§ **TASK INSTRUCTIONS**: From the first line to the last, repeat the data exactly and drop the pictures.

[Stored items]
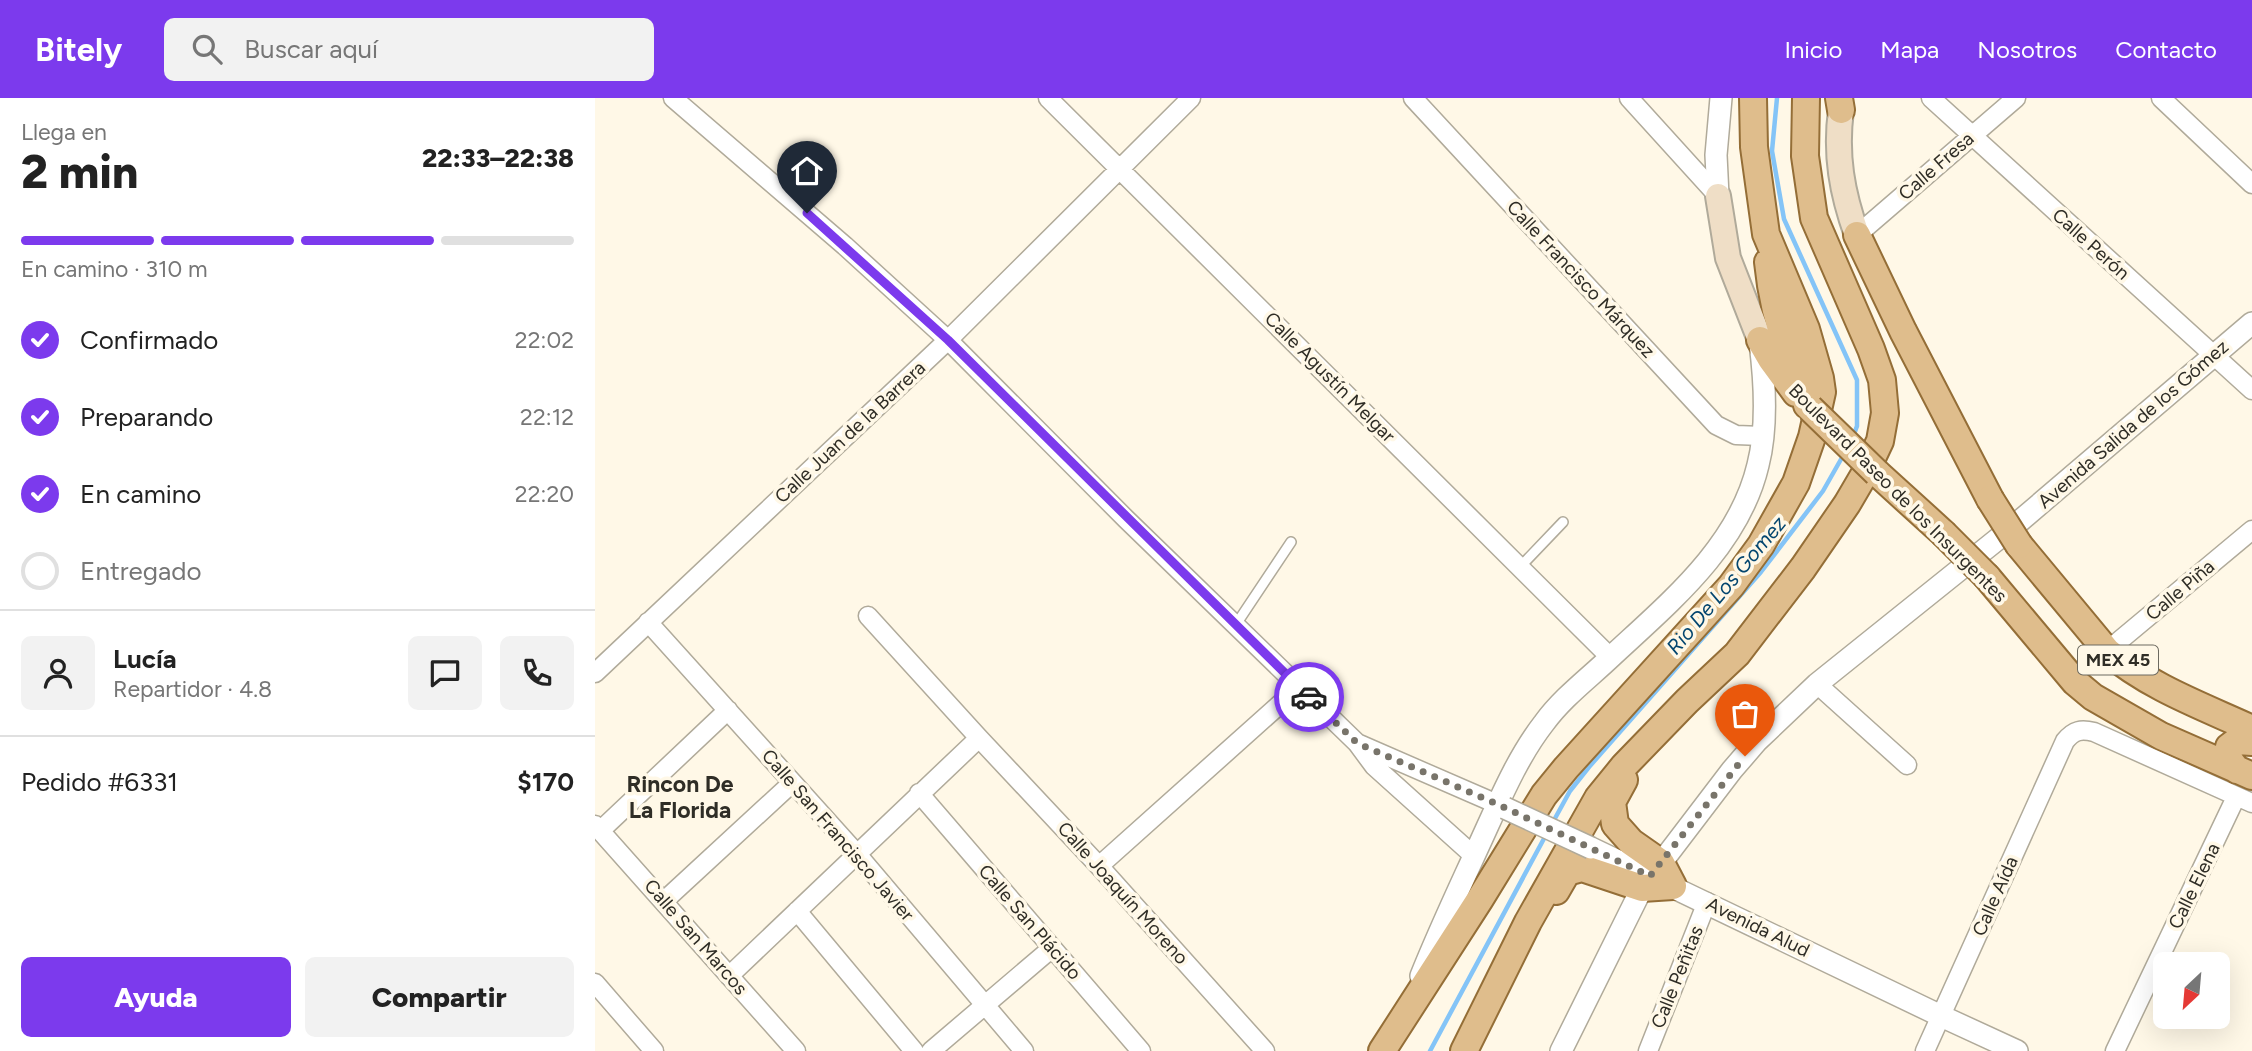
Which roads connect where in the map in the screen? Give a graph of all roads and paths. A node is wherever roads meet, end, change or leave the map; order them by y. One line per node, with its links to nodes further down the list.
1 (673, 98): 20 (street)
2 (1048, 98): 14 (street, Calle Agustín Melgar)
3 (1191, 98): 14 (street, Calle Juan de la Barrera)
4 (1413, 98): 25 (street, Calle Francisco Márquez)
5 (1629, 98): 16 (street)
6 (1721, 98): 16 (street, MEX 45)
7 (1753, 98): 17 (main road)
8 (1806, 98): 35 (main road)
9 (1931, 98): 13 (street, Calle Perón)
10 (2016, 98): 13 (street, Calle Fresa)
11 (2165, 99): 15 (street)
12 (1841, 102): 18 (main road, MEX 45)
13 (1970, 136): 18 (street, Calle Fresa); 22 (street, Calle Perón)
14 (1120, 168): 20 (street, Calle Juan de la Barrera); 30 (street, Calle Agustín Melgar)
15 (2252, 184)
16 (1719, 196): 21 (main road, MEX 45)
17 (1766, 234): 24 (main road); 61 (main road)
18 (1857, 235): 28 (main road, MEX 45, bridge)
19 (2252, 323): 22 (street, Avenida Salida de los Gómez)
20 (948, 340): 32 (street, Calle Juan de la Barrera); 33 (street)
21 (1760, 340): 24 (main road, Boulevard Paseo de los Insurgentes / MEX 45); 25 (street)
22 (2214, 354): 23 (street, Calle Perón); 28 (street, Avenida Salida de los Gómez)
23 (2252, 390)
24 (1809, 407): 46 (main road, Boulevard Paseo de los Insurgentes / MEX 45, bridge)
25 (1762, 436): 36 (street)
26 (1563, 522): 30 (lane)
27 (2252, 530): 34 (street, Calle Piña)
28 (2016, 536): 34 (main road, MEX 45); 38 (street, Avenida Salida de los Gómez)
29 (1291, 542): 33 (lane)
30 (1520, 567): 36 (street, Calle Agustín Melgar)
31 (868, 616): 42 (street, Calle Joaquín Moreno)
32 (648, 622): 37 (street, Calle Juan de la Barrera); 40 (street, Calle San Francisco Javier)
33 (1235, 626): 39 (street)
34 (2107, 651): 41 (main road, MEX 45)
35 (1737, 654): 53 (main road); 63 (main road)
36 (1611, 658): 48 (street)
37 (595, 673)
38 (1817, 684): 44 (street); 53 (street, Avenida Salida de los Gómez)
39 (1298, 688): 43 (street); 52 (street)
40 (728, 710): 45 (street, Calle San Francisco Javier); 49 (street)
41 (2249, 727): 46 (main road)
42 (979, 738): 47 (street); 52 (street, Calle Joaquín Moreno)
43 (1357, 743): 48 (street); 51 (street)
44 (1907, 765)
45 (792, 783): 50 (street, Calle San Francisco Javier); 54 (street)
46 (2244, 787): 62 (street, Calle Aída); 76 (street, Calle Elena)
47 (919, 793): 50 (street); 57 (street, Calle San Plácido)
48 (1501, 806): 51 (street); 53 (street, Avenida Alud, bridge)
49 (598, 827): 54 (street, Calle San Marcos)
50 (857, 854): 56 (street); 60 (street, Calle San Francisco Javier)
51 (1474, 856): 61 (street)
52 (1099, 866): 70 (street, Calle Joaquín Moreno)
53 (1656, 878): 55 (street, Avenida Alud); 63 (main road); 72 (street, Avenida Salida de los Gómez)
54 (664, 901): 58 (street, Calle San Marcos)
55 (1707, 902): 62 (street, Avenida Alud); 73 (street, Calle Peñitas)
56 (796, 911): 58 (street); 66 (street)
57 (1052, 947): 60 (street); 69 (street, Calle San Plácido)
58 (729, 975): 65 (street, Calle San Marcos)
59 (595, 983): 64 (street)
60 (985, 1007): 67 (street); 68 (street, Calle San Francisco Javier)
61 (1409, 1008): 71 (main road)
62 (1941, 1016): 74 (street, Calle Aída); 75 (street, Avenida Alud)
63 (1469, 1042)
64 (654, 1051)
65 (796, 1051)
66 (914, 1051)
67 (931, 1051)
68 (1024, 1051)
69 (1141, 1051)
70 (1265, 1051)
71 (1382, 1051)
72 (1561, 1051)
73 (1648, 1051)
74 (1924, 1051)
75 (2017, 1051)
76 (2115, 1051)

§ **ANSWER SPACE**:
Which roads connect where in the map in the screen? Give a graph of all roads and paths. A node is wherever roads meet, end, change or leave the map; order them by y. One line per node, with its links to nodes further down the list.
1 (673, 98): 20 (street)
2 (1048, 98): 14 (street, Calle Agustín Melgar)
3 (1191, 98): 14 (street, Calle Juan de la Barrera)
4 (1413, 98): 25 (street, Calle Francisco Márquez)
5 (1629, 98): 16 (street)
6 (1721, 98): 16 (street, MEX 45)
7 (1753, 98): 17 (main road)
8 (1806, 98): 35 (main road)
9 (1931, 98): 13 (street, Calle Perón)
10 (2016, 98): 13 (street, Calle Fresa)
11 (2165, 99): 15 (street)
12 (1841, 102): 18 (main road, MEX 45)
13 (1970, 136): 18 (street, Calle Fresa); 22 (street, Calle Perón)
14 (1120, 168): 20 (street, Calle Juan de la Barrera); 30 (street, Calle Agustín Melgar)
15 (2252, 184)
16 (1719, 196): 21 (main road, MEX 45)
17 (1766, 234): 24 (main road); 61 (main road)
18 (1857, 235): 28 (main road, MEX 45, bridge)
19 (2252, 323): 22 (street, Avenida Salida de los Gómez)
20 (948, 340): 32 (street, Calle Juan de la Barrera); 33 (street)
21 (1760, 340): 24 (main road, Boulevard Paseo de los Insurgentes / MEX 45); 25 (street)
22 (2214, 354): 23 (street, Calle Perón); 28 (street, Avenida Salida de los Gómez)
23 (2252, 390)
24 (1809, 407): 46 (main road, Boulevard Paseo de los Insurgentes / MEX 45, bridge)
25 (1762, 436): 36 (street)
26 (1563, 522): 30 (lane)
27 (2252, 530): 34 (street, Calle Piña)
28 (2016, 536): 34 (main road, MEX 45); 38 (street, Avenida Salida de los Gómez)
29 (1291, 542): 33 (lane)
30 (1520, 567): 36 (street, Calle Agustín Melgar)
31 (868, 616): 42 (street, Calle Joaquín Moreno)
32 (648, 622): 37 (street, Calle Juan de la Barrera); 40 (street, Calle San Francisco Javier)
33 (1235, 626): 39 (street)
34 (2107, 651): 41 (main road, MEX 45)
35 (1737, 654): 53 (main road); 63 (main road)
36 (1611, 658): 48 (street)
37 (595, 673)
38 (1817, 684): 44 (street); 53 (street, Avenida Salida de los Gómez)
39 (1298, 688): 43 (street); 52 (street)
40 (728, 710): 45 (street, Calle San Francisco Javier); 49 (street)
41 (2249, 727): 46 (main road)
42 (979, 738): 47 (street); 52 (street, Calle Joaquín Moreno)
43 (1357, 743): 48 (street); 51 (street)
44 (1907, 765)
45 (792, 783): 50 (street, Calle San Francisco Javier); 54 (street)
46 (2244, 787): 62 (street, Calle Aída); 76 (street, Calle Elena)
47 (919, 793): 50 (street); 57 (street, Calle San Plácido)
48 (1501, 806): 51 (street); 53 (street, Avenida Alud, bridge)
49 (598, 827): 54 (street, Calle San Marcos)
50 (857, 854): 56 (street); 60 (street, Calle San Francisco Javier)
51 (1474, 856): 61 (street)
52 (1099, 866): 70 (street, Calle Joaquín Moreno)
53 (1656, 878): 55 (street, Avenida Alud); 63 (main road); 72 (street, Avenida Salida de los Gómez)
54 (664, 901): 58 (street, Calle San Marcos)
55 (1707, 902): 62 (street, Avenida Alud); 73 (street, Calle Peñitas)
56 (796, 911): 58 (street); 66 (street)
57 (1052, 947): 60 (street); 69 (street, Calle San Plácido)
58 (729, 975): 65 (street, Calle San Marcos)
59 (595, 983): 64 (street)
60 (985, 1007): 67 (street); 68 (street, Calle San Francisco Javier)
61 (1409, 1008): 71 (main road)
62 (1941, 1016): 74 (street, Calle Aída); 75 (street, Avenida Alud)
63 (1469, 1042)
64 (654, 1051)
65 (796, 1051)
66 (914, 1051)
67 (931, 1051)
68 (1024, 1051)
69 (1141, 1051)
70 (1265, 1051)
71 (1382, 1051)
72 (1561, 1051)
73 (1648, 1051)
74 (1924, 1051)
75 (2017, 1051)
76 (2115, 1051)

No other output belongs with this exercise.